» **Your instructions**
The lines below must be transcribed exactly as given, with the images removed.

[Records from a data source]
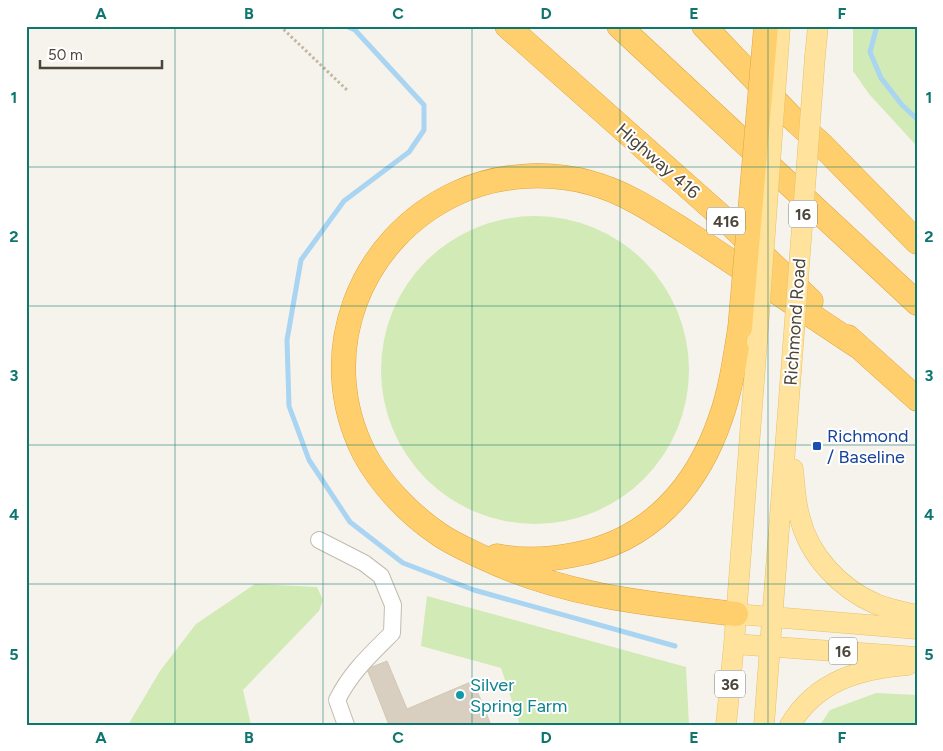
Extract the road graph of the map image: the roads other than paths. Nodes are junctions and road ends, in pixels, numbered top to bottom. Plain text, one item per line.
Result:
1 (507, 26) edge
2 (620, 26) edge
3 (704, 26) edge
4 (818, 26) edge
5 (775, 27) edge
6 (917, 242) edge
7 (917, 303) edge
8 (748, 335) junction
9 (859, 347) junction
10 (917, 399) edge
11 (788, 402) junction
12 (319, 540) dead end
13 (464, 549) junction
14 (736, 614) junction
15 (917, 615) edge
16 (773, 617) junction
17 (917, 629) edge
18 (734, 644) junction
19 (769, 646) junction
20 (917, 656) edge
21 (917, 664) edge
22 (346, 725) edge
23 (726, 725) edge
24 (764, 725) edge
25 (790, 725) edge

1 - 9 highway, Highway 416 / 416
2 - 7 highway
3 - 6 highway
4 - 11 main road, Richmond Road / 16, bridge
5 - 8 highway, bridge
8 - 13 highway
8 - 14 main road, Richmond Road
9 - 10 highway, Highway 416 / 416
9 - 13 highway
11 - 15 main road
11 - 16 main road, Richmond Road / 16
12 - 22 lane
13 - 14 highway
14 - 16 main road, 16
14 - 18 main road, Richmond Road
16 - 17 main road, 16
16 - 19 main road, 36
18 - 19 main road, 16
18 - 23 main road, 36
19 - 20 main road, 16
19 - 24 main road, 36
21 - 25 main road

» **Task result**
Extract the road graph of the map image: the roads other than paths. Nodes are junctions and road ends, in pixels, numbered top to bottom. Plain text, one item per line.
Result:
1 (507, 26) edge
2 (620, 26) edge
3 (704, 26) edge
4 (818, 26) edge
5 (775, 27) edge
6 (917, 242) edge
7 (917, 303) edge
8 (748, 335) junction
9 (859, 347) junction
10 (917, 399) edge
11 (788, 402) junction
12 (319, 540) dead end
13 (464, 549) junction
14 (736, 614) junction
15 (917, 615) edge
16 (773, 617) junction
17 (917, 629) edge
18 (734, 644) junction
19 (769, 646) junction
20 (917, 656) edge
21 (917, 664) edge
22 (346, 725) edge
23 (726, 725) edge
24 (764, 725) edge
25 (790, 725) edge

1 - 9 highway, Highway 416 / 416
2 - 7 highway
3 - 6 highway
4 - 11 main road, Richmond Road / 16, bridge
5 - 8 highway, bridge
8 - 13 highway
8 - 14 main road, Richmond Road
9 - 10 highway, Highway 416 / 416
9 - 13 highway
11 - 15 main road
11 - 16 main road, Richmond Road / 16
12 - 22 lane
13 - 14 highway
14 - 16 main road, 16
14 - 18 main road, Richmond Road
16 - 17 main road, 16
16 - 19 main road, 36
18 - 19 main road, 16
18 - 23 main road, 36
19 - 20 main road, 16
19 - 24 main road, 36
21 - 25 main road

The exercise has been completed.